Le Haut-Commissaire des Nations unies aux droits de l’homme, Volker Turk, a lancé, le jeudi 5 février un appel à mobilisation de 400 millions USD pour répondre à la hausse rapide des besoins en matière de protection des droits humains dans plusieurs pays en crise, notamment au Soudan, au Myanmar et en République démocratique du Congo. Cet appel est inférieur de 100 millions USD à celui formulé l’an dernier, en raison de la baisse marquée des contributions de plusieurs bailleurs de fonds, dont les États-Unis et certains pays européens.
« Nous sommes actuellement en mode survie et nous travaillons sous forte contrainte. Nous ne pouvons pas nous permettre d’avoir un système de protection des droits humains en crise », a déclaré Volker Turk, devant les délégués à Genève.

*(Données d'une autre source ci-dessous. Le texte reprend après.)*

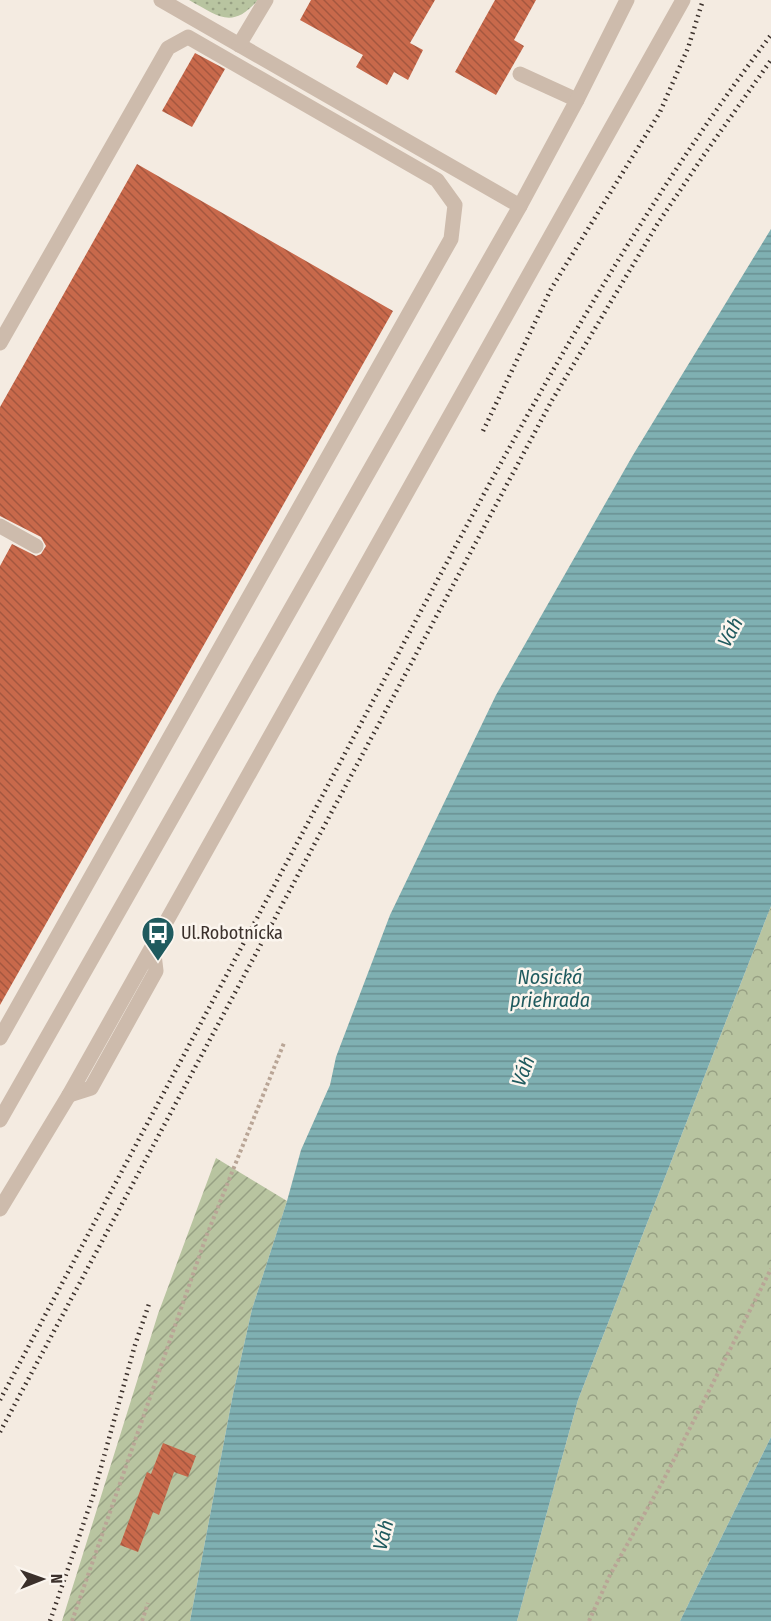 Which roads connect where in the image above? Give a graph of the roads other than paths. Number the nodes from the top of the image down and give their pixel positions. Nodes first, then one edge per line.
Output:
1 (161, 0) edge
2 (266, 0) edge
3 (627, 0) edge
4 (682, 1) edge
5 (239, 45) junction
6 (520, 74) dead end
7 (578, 100) junction
8 (520, 206) junction
9 (0, 343) edge
10 (0, 527) edge
11 (36, 546) dead end
12 (0, 1038) edge
13 (0, 1120) edge
14 (0, 1209) edge

1 - 5 street
2 - 5 street
3 - 7 street
4 - 14 street
5 - 8 street
6 - 7 street
7 - 8 street
8 - 13 street
9 - 12 street
10 - 11 street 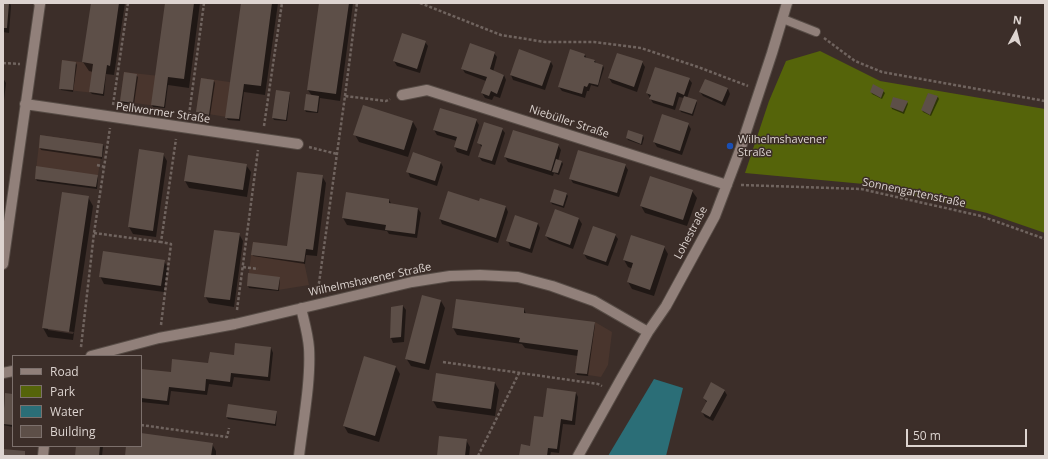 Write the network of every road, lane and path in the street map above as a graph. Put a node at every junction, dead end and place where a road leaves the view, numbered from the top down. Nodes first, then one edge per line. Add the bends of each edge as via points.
1 (39, 3) edge
2 (128, 3) edge
3 (204, 3) edge
4 (282, 3) edge
5 (357, 3) edge
6 (420, 3) edge
7 (787, 3) edge
8 (783, 19) junction
9 (816, 32) joint
10 (3, 63) edge
11 (30, 65) junction
12 (760, 91) junction
13 (402, 95) joint
14 (345, 96) junction
15 (1045, 101) edge
16 (25, 104) junction
17 (111, 117) junction
18 (182, 128) junction
19 (260, 139) junction
20 (298, 144) joint
21 (337, 154) junction
22 (97, 165) dead end
23 (105, 167) junction
24 (727, 185) junction
25 (94, 233) junction
26 (1045, 239) edge
27 (161, 242) junction
28 (3, 264) edge
29 (242, 267) junction
30 (258, 269) dead end
31 (301, 308) junction
32 (235, 324) junction
33 (648, 332) junction
34 (159, 338) junction
35 (81, 348) dead end
36 (94, 355) edge
37 (443, 362) dead end
38 (519, 373) junction
39 (613, 392) junction
40 (142, 425) edge
41 (229, 428) dead end
42 (299, 456) edge
43 (478, 456) edge
44 (578, 456) edge

1 - 11 street
2 - 17 path
3 - 18 path
4 - 19 path
5 - 14 path
6 - 12 path via 501,35 545,42 594,42 641,48
7 - 8 street, Lohestraße
8 - 9 lane
8 - 12 street, Lohestraße
9 - 15 path via 855,61 882,72
10 - 11 path
11 - 16 street
12 - 24 street, Lohestraße
13 - 14 path via 386,101
13 - 24 street, Niebüller Straße via 427,90
14 - 21 path
16 - 17 street, Pellwormer Straße
16 - 28 street
17 - 18 street, Pellwormer Straße
17 - 23 path
18 - 19 street, Pellwormer Straße
18 - 27 path
19 - 20 street, Pellwormer Straße
19 - 29 path
20 - 21 path
21 - 31 path via 319,283
22 - 23 path
23 - 25 path
24 - 26 path, Sonnengartenstraße via 861,189 981,216
24 - 33 street, Lohestraße via 715,216 666,306
25 - 27 path
25 - 35 path
27 - 34 path via 172,244
29 - 30 path
29 - 32 path
31 - 32 street, Wilhelmshavener Straße
31 - 33 street, Wilhelmshavener Straße via 412,282 480,274 518,277 552,286 594,301
31 - 42 street via 309,348
32 - 34 street, Wilhelmshavener Straße
33 - 39 street, Lohestraße
34 - 36 street, Wilhelmshavener Straße
37 - 38 path
38 - 39 path via 598,384
38 - 43 path
39 - 44 street, Lohestraße
40 - 41 path via 227,438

La réduction des financements a déjà entraîné un recul notable des capacités opérationnelles du Haut-Commissariat. Le nombre de missions de surveillance des violations des droits humains a baissé de plus de moitié en 2025 par rapport à 2024, et la présence de l’institution a été diminuée dans 17 pays. En 2024, le bureau a aussi enregistré un manque à gagner de 90 millions USD, ce qui a conduit à la suppression de 300 postes et directement affecté ses activités sur le terrain.
Les programmes au Myanmar ont été amputés de plus de 60 %, limitant la collecte de preuves. L’enquête des Nations unies sur de possibles crimes de guerre en RDC peine aussi à devenir pleinement opérationnelle faute de moyens.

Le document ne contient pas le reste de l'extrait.